Another kind of text that is suitable for statistical machine
translation is comparable texts. They are texts written about the same
thing, but not necessary translation of each other. This kind of text is
harder to align into a translation dictionary model, but this kind of
texts might be easier to find. From one point of view, the whole
Wikipedia with it's language links can be seen as a huge corpus of
comparable texts. There exists free tools for aligning comparable texts,
one that pops into mind right now is Yalign[2], [3]. Another source for
comparable texts is news articles about the same event.
Best wishes!
Kristian
[1]
http://opus.lingfil.uu.se/
[2]
http://yalign.machinalis.com/
[3]
https://github.com/machinalis/yalign
22.05.2014 19:03, Lars Aronsson kirjutas:
On 05/22/2014 05:41 PM, Petr Bena wrote:
I was looking for a free (possibly open source)
provider of automatic
translations for my open source application I am working on and quite
had troubles finding some. Then I realized we have a project called
"wiktionary" which could possibly (I was assuming it's open
dictionary) help me here, but I was quite disappointed as I couldn't
find any simple way to perform simple queries like:
There are several open-source machine translation projects.

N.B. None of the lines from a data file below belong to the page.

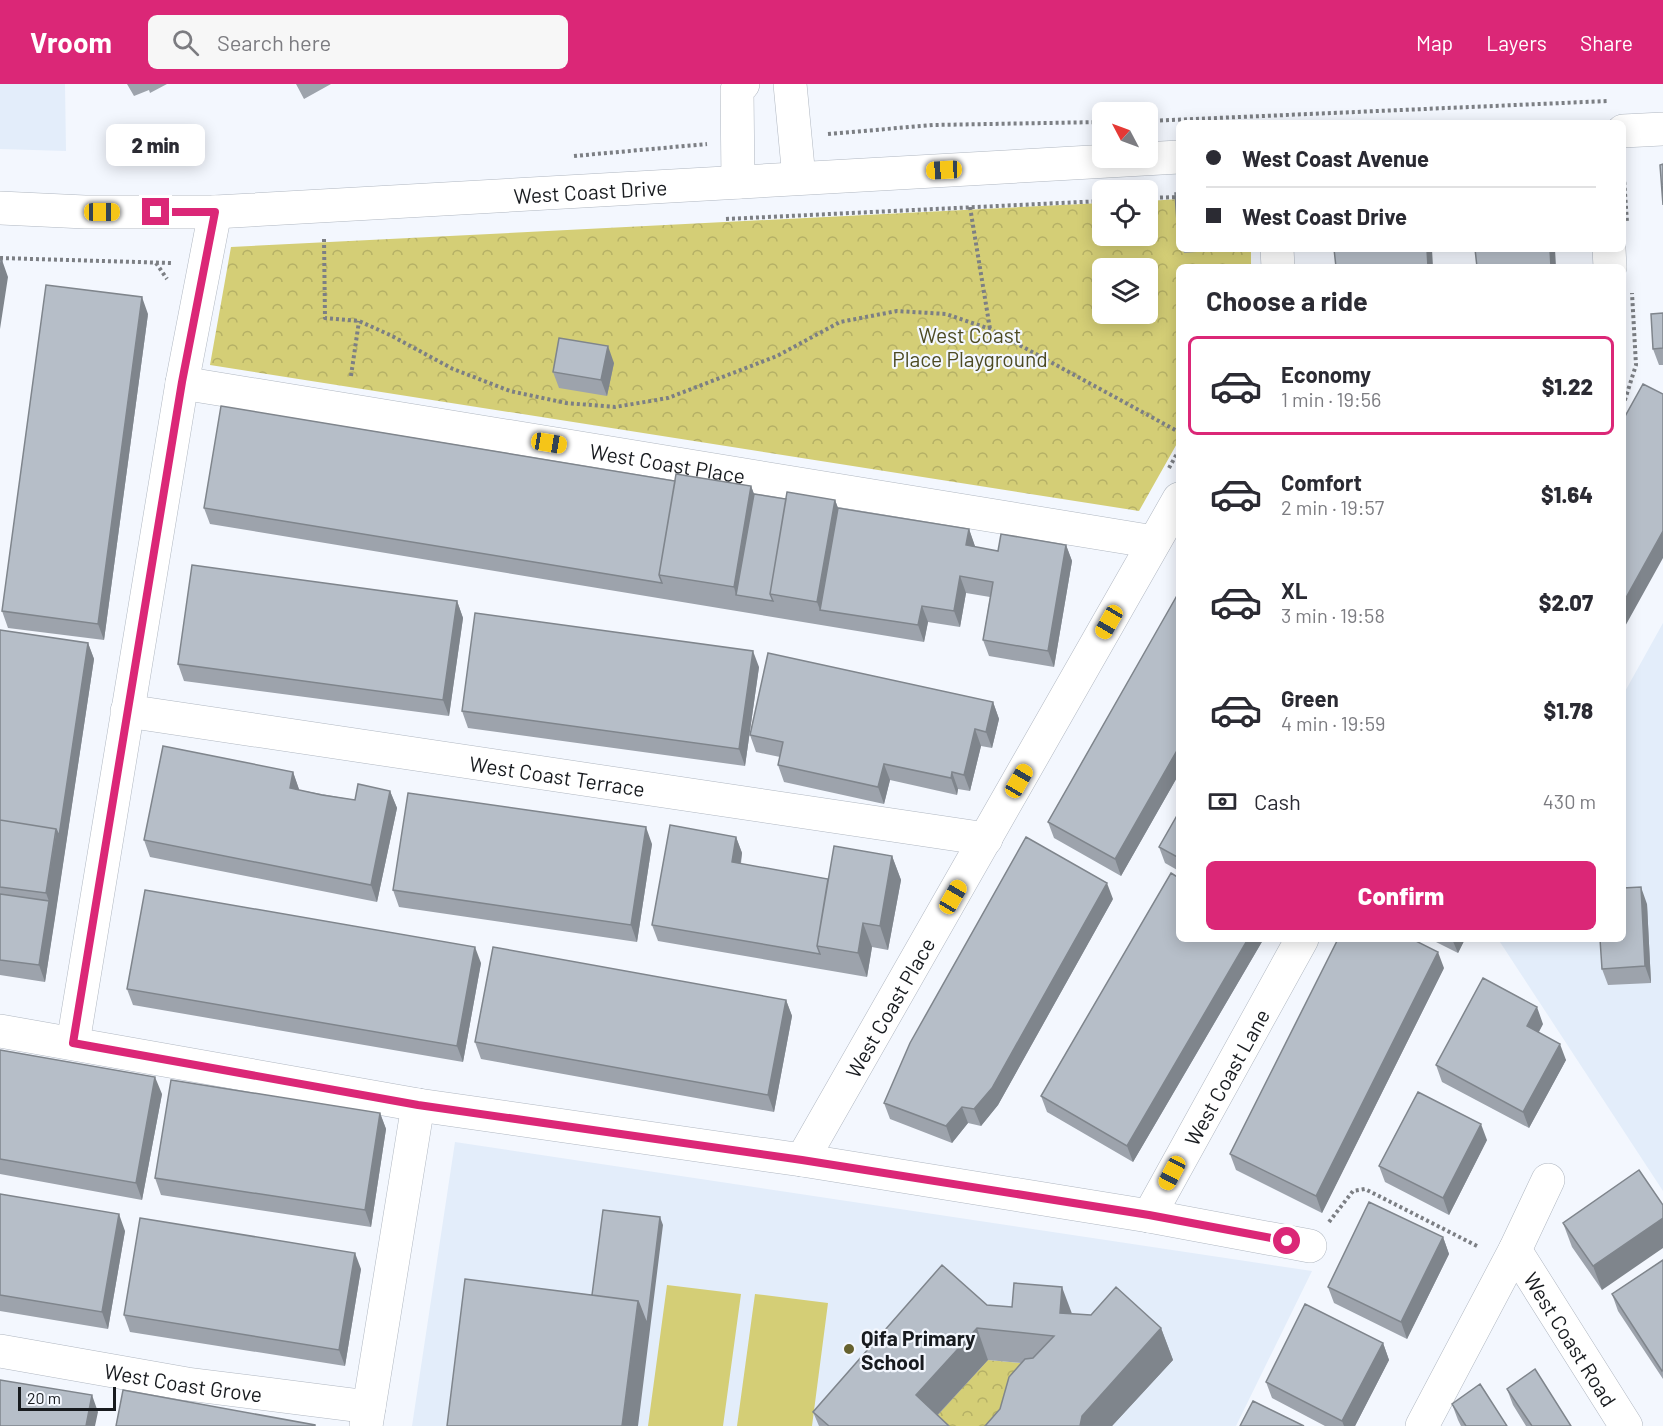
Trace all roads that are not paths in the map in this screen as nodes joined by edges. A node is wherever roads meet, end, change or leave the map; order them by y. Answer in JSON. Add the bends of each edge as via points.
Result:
{"nodes":[{"id":1,"x":743,"y":84,"type":"edge"},
{"id":2,"x":790,"y":84,"type":"edge"},
{"id":3,"x":1620,"y":116,"type":"edge"},
{"id":4,"x":1663,"y":129,"type":"edge"},
{"id":5,"x":1176,"y":157,"type":"edge"},
{"id":6,"x":799,"y":178,"type":"junction"},
{"id":7,"x":738,"y":182,"type":"junction"},
{"id":8,"x":0,"y":208,"type":"edge"},
{"id":9,"x":215,"y":212,"type":"junction"},
{"id":10,"x":182,"y":382,"type":"junction"},
{"id":11,"x":1176,"y":504,"type":"edge"},
{"id":12,"x":1154,"y":542,"type":"junction"},
{"id":13,"x":127,"y":711,"type":"junction"},
{"id":14,"x":986,"y":839,"type":"junction"},
{"id":15,"x":1300,"y":942,"type":"edge"},
{"id":16,"x":0,"y":1031,"type":"edge"},
{"id":17,"x":73,"y":1043,"type":"junction"},
{"id":18,"x":418,"y":1105,"type":"junction"},
{"id":19,"x":802,"y":1160,"type":"junction"},
{"id":20,"x":1548,"y":1180,"type":"dead end"},
{"id":21,"x":1149,"y":1215,"type":"junction"},
{"id":22,"x":1310,"y":1246,"type":"road end"},
{"id":23,"x":1512,"y":1256,"type":"junction"},
{"id":24,"x":0,"y":1351,"type":"edge"},
{"id":25,"x":367,"y":1416,"type":"edge"},
{"id":26,"x":1422,"y":1426,"type":"edge"},
{"id":27,"x":1626,"y":1426,"type":"edge"}],
"edges":[{"from":1,"to":7,"type":"street","via":[[736,90]]},
{"from":2,"to":6,"type":"street"},
{"from":3,"to":4,"type":"street"},
{"from":5,"to":6,"type":"street","name":"West Coast Drive"},
{"from":6,"to":7,"type":"street","name":"West Coast Drive"},
{"from":7,"to":9,"type":"street","name":"West Coast Drive"},
{"from":8,"to":9,"type":"street","name":"West Coast Drive"},
{"from":9,"to":10,"type":"street"},
{"from":10,"to":12,"type":"street","name":"West Coast Place"},
{"from":10,"to":13,"type":"street"},
{"from":11,"to":12,"type":"street","name":"West Coast Place"},
{"from":12,"to":14,"type":"street","name":"West Coast Place"},
{"from":13,"to":14,"type":"street","name":"West Coast Terrace"},
{"from":13,"to":17,"type":"street"},
{"from":14,"to":19,"type":"street","name":"West Coast Place"},
{"from":15,"to":21,"type":"street","name":"West Coast Lane"},
{"from":16,"to":17,"type":"street"},
{"from":17,"to":18,"type":"street"},
{"from":18,"to":19,"type":"street"},
{"from":18,"to":25,"type":"street","name":"West Coast Grove"},
{"from":19,"to":21,"type":"street"},
{"from":20,"to":23,"type":"street","name":"West Coast Road"},
{"from":21,"to":22,"type":"street"},
{"from":23,"to":26,"type":"street","name":"West Coast Road"},
{"from":23,"to":27,"type":"street","name":"West Coast Road"},
{"from":24,"to":25,"type":"street","name":"West Coast Grove"}]}
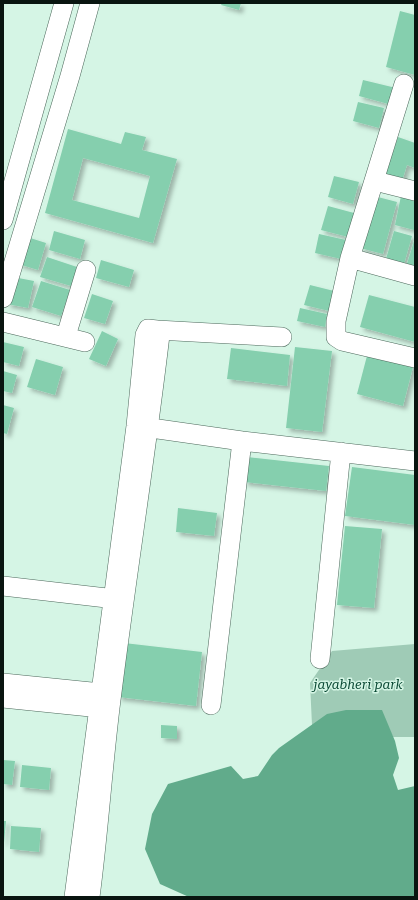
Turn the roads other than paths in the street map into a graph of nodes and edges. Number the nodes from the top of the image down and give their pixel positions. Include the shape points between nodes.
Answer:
1 (64, 3) edge
2 (90, 3) edge
3 (58, 24) junction
4 (83, 31) junction
5 (404, 84) dead end
6 (375, 181) junction
7 (415, 191) edge
8 (5, 213) edge
9 (29, 214) junction
10 (350, 258) junction
11 (86, 270) dead end
12 (415, 276) edge
13 (3, 298) edge
14 (3, 322) edge
15 (66, 336) junction
16 (282, 337) dead end
17 (85, 342) dead end
18 (415, 358) edge
19 (142, 427) junction
20 (242, 441) junction
21 (341, 452) junction
22 (415, 461) edge
23 (3, 586) edge
24 (118, 600) junction
25 (320, 660) dead end
26 (3, 684) edge
27 (3, 698) edge
28 (105, 701) junction
29 (211, 705) dead end
30 (74, 897) edge
31 (90, 897) edge

1 - 3 street
2 - 4 street
3 - 4 street
3 - 8 street
4 - 9 street
5 - 6 street
6 - 7 street
6 - 10 street
8 - 9 street
9 - 13 street
10 - 12 street
10 - 18 street via 336,321 336,337 342,341
11 - 15 street
14 - 15 street
15 - 17 street
16 - 19 street via 148,329 145,331
19 - 20 street
19 - 24 street
20 - 21 street
20 - 29 street
21 - 22 street
21 - 25 street
23 - 24 street
24 - 28 street
26 - 28 street
27 - 28 street
28 - 30 street
28 - 31 street via 99,829

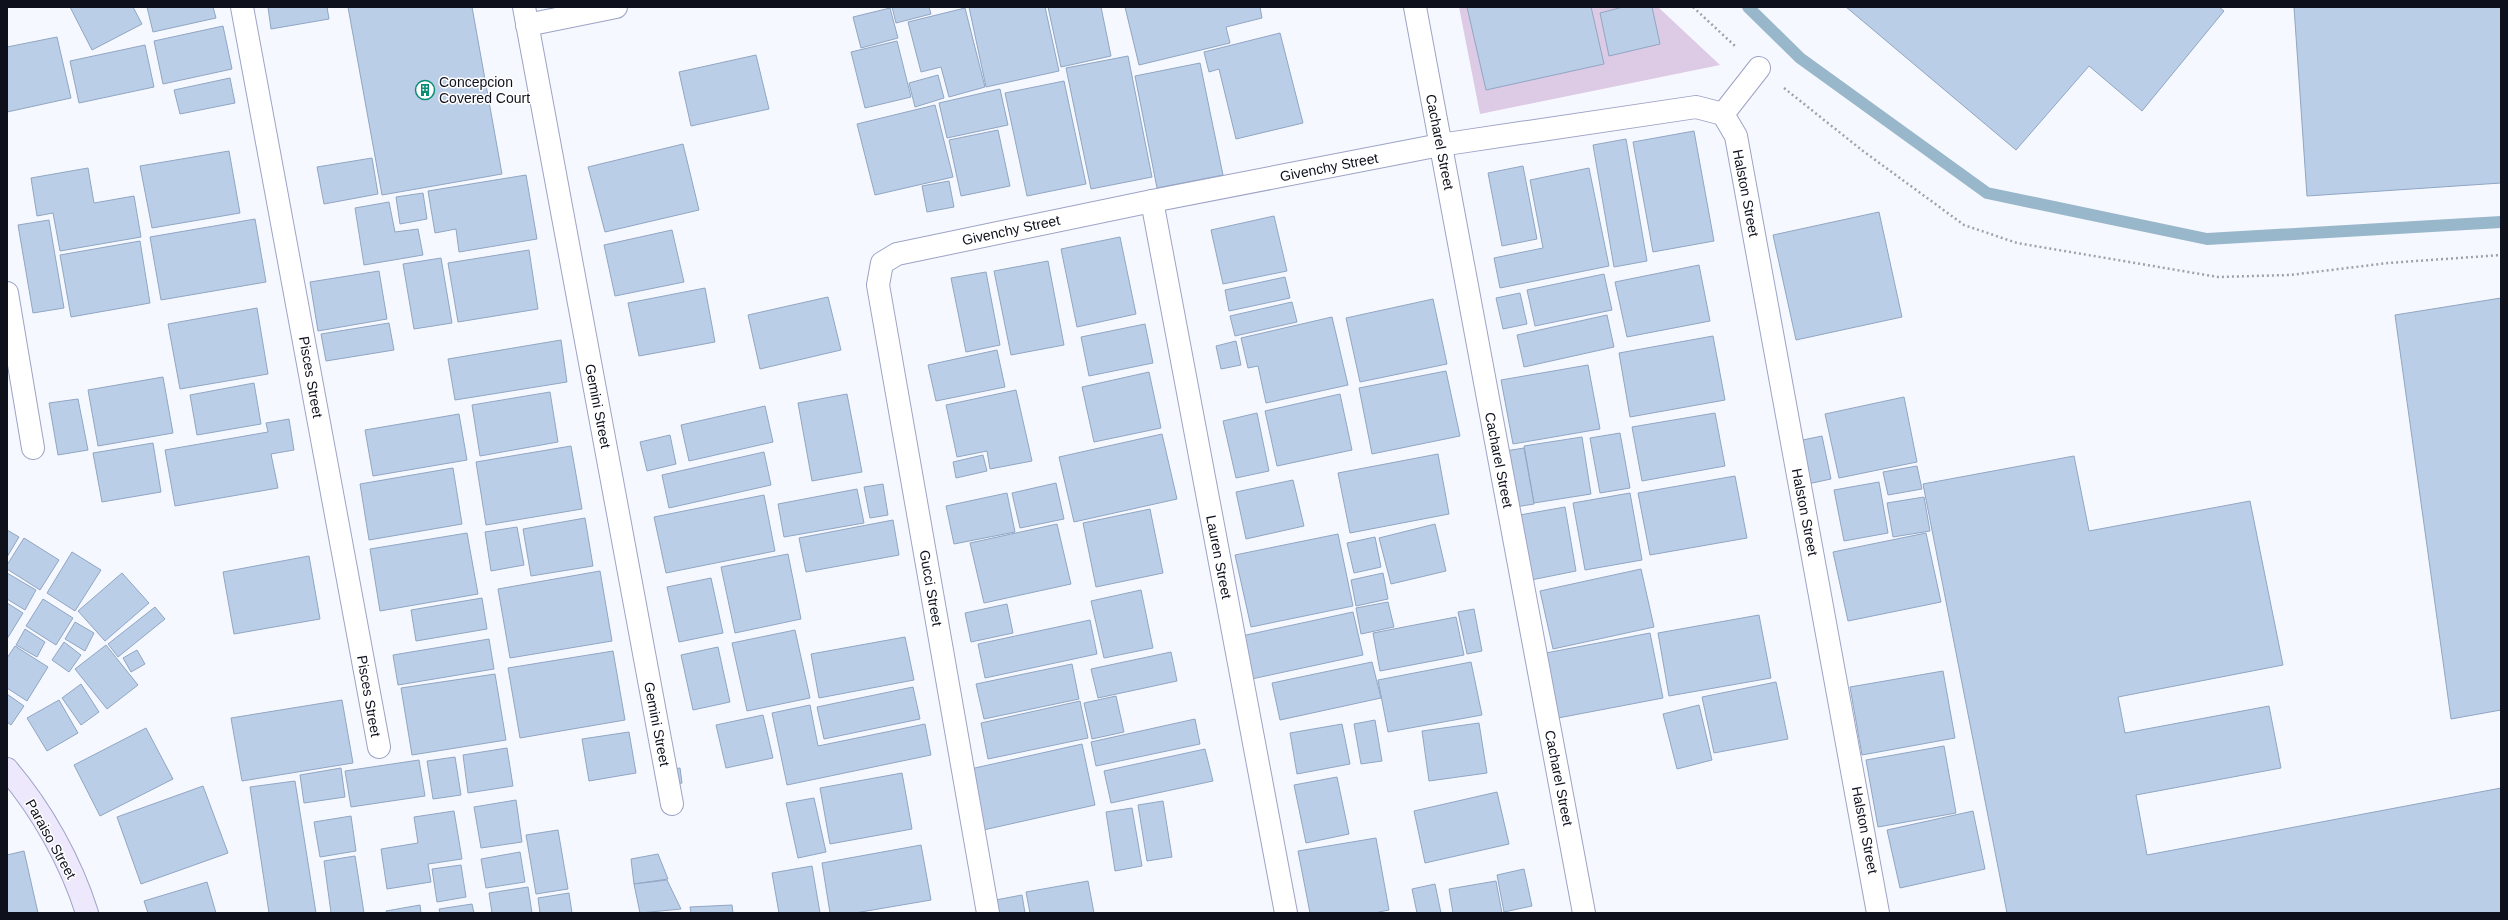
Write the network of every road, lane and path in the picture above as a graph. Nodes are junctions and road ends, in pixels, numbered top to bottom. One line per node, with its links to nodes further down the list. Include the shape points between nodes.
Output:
1 (242, 7): 15 (street, Pisces Street)
2 (616, 7): 5 (street)
3 (1415, 7): 8 (street, Cacharel Street)
4 (1693, 7): 6 (path)
5 (525, 16): 17 (street, Gemini Street)
6 (1759, 68): 7 (street); 10 (path, via 1863,151 1964,225 2017,243 2218,277 2290,275 2388,263)
7 (1723, 114): 8 (street, Givenchy Street, via 1696,107); 22 (street, Halston Street, via 1736,136)
8 (1440, 145): 9 (street, Givenchy Street); 21 (street, Cacharel Street)
9 (1152, 201): 11 (street, Givenchy Street, via 897,254); 20 (street, Lauren Street)
10 (2501, 255)
11 (882, 263): 19 (street, Gucci Street, via 878,285)
12 (7, 293): 13 (street)
13 (12, 355): 14 (street)
14 (33, 448)
15 (379, 747)
16 (7, 769): 18 (street, Paraiso Street, via 55,840 80,892)
17 (672, 804)
18 (87, 913)
19 (988, 913)
20 (1286, 913)
21 (1584, 913)
22 (1878, 913)

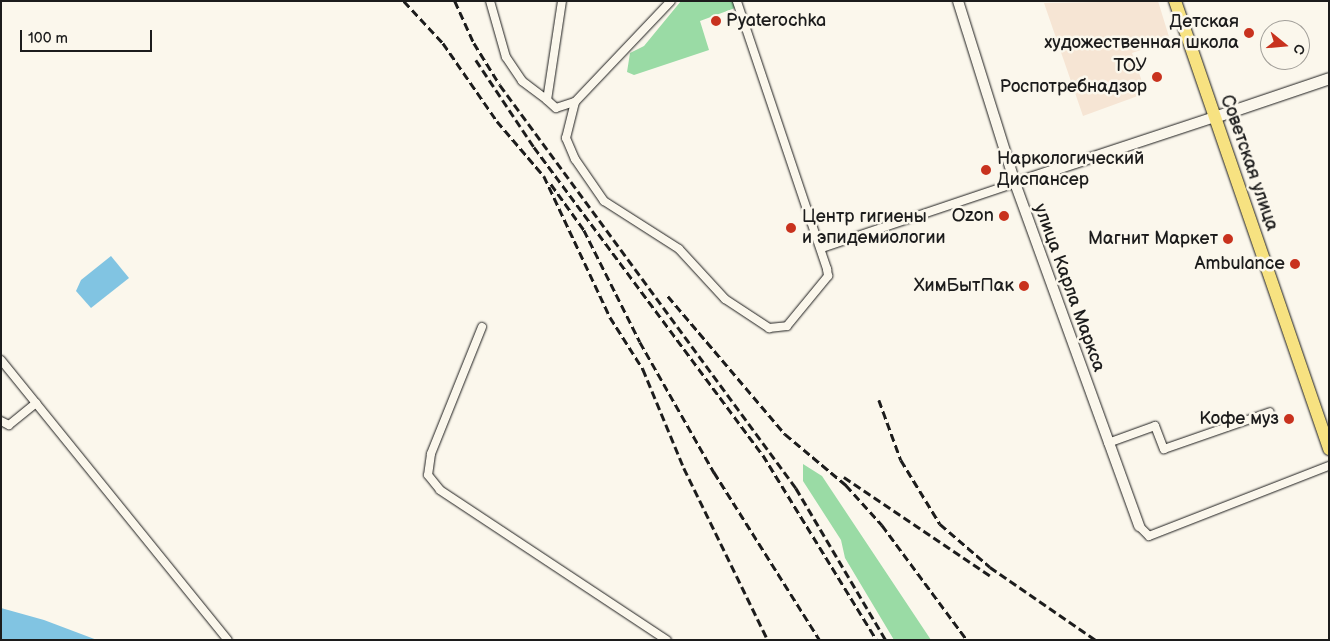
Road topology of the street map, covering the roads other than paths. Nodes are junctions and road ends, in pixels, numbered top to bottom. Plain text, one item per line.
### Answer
1 (490, 1) edge
2 (562, 1) edge
3 (671, 1) edge
4 (737, 1) edge
5 (958, 1) edge
6 (1175, 1) edge
7 (1329, 78) edge
8 (547, 100) junction
9 (575, 102) junction
10 (1214, 117) junction
11 (1014, 183) junction
12 (822, 248) junction
13 (482, 327) dead end
14 (1, 360) edge
15 (36, 403) junction
16 (1270, 412) dead end
17 (1, 421) edge
18 (1108, 443) junction
19 (1329, 449) edge
20 (1329, 466) edge
21 (1139, 526) joint
22 (228, 640) edge
23 (667, 640) edge

1 - 8 street
2 - 8 street
3 - 9 street
4 - 12 street
5 - 11 street, улица Карла Маркса
6 - 10 main road, Советская улица
7 - 10 main road
8 - 9 street
9 - 12 street
10 - 11 street
10 - 19 main road, Советская улица
11 - 12 street
11 - 18 street, улица Карла Маркса
13 - 23 street
14 - 15 street
15 - 17 street
15 - 22 street
16 - 18 street
18 - 21 street, улица Карла Маркса
20 - 21 street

They are either rule-based or statistics-based. One of the
rule-based projects is Apertium.
When you start from zero, building a rule-based system
gives you a useful system quite fast, especially if the
two languages are similar. A statistics-based system (such
as Google Translate) requires enormous amounts of
data to become useful.
It's not something that you can start as a subproject
within Wiktionary, not even as a separate WMF project.
It's a very large task.
One naive approach is to base a statistics-based
machine translator (SMT) on the European Union's
freely available parallel text corpus. When you try
to translate Finnish "terve" (which means: hello!)
into English in such a system, it will say "health",
since the same word also means health, and EU
texts only talk about healthcare, never "hello".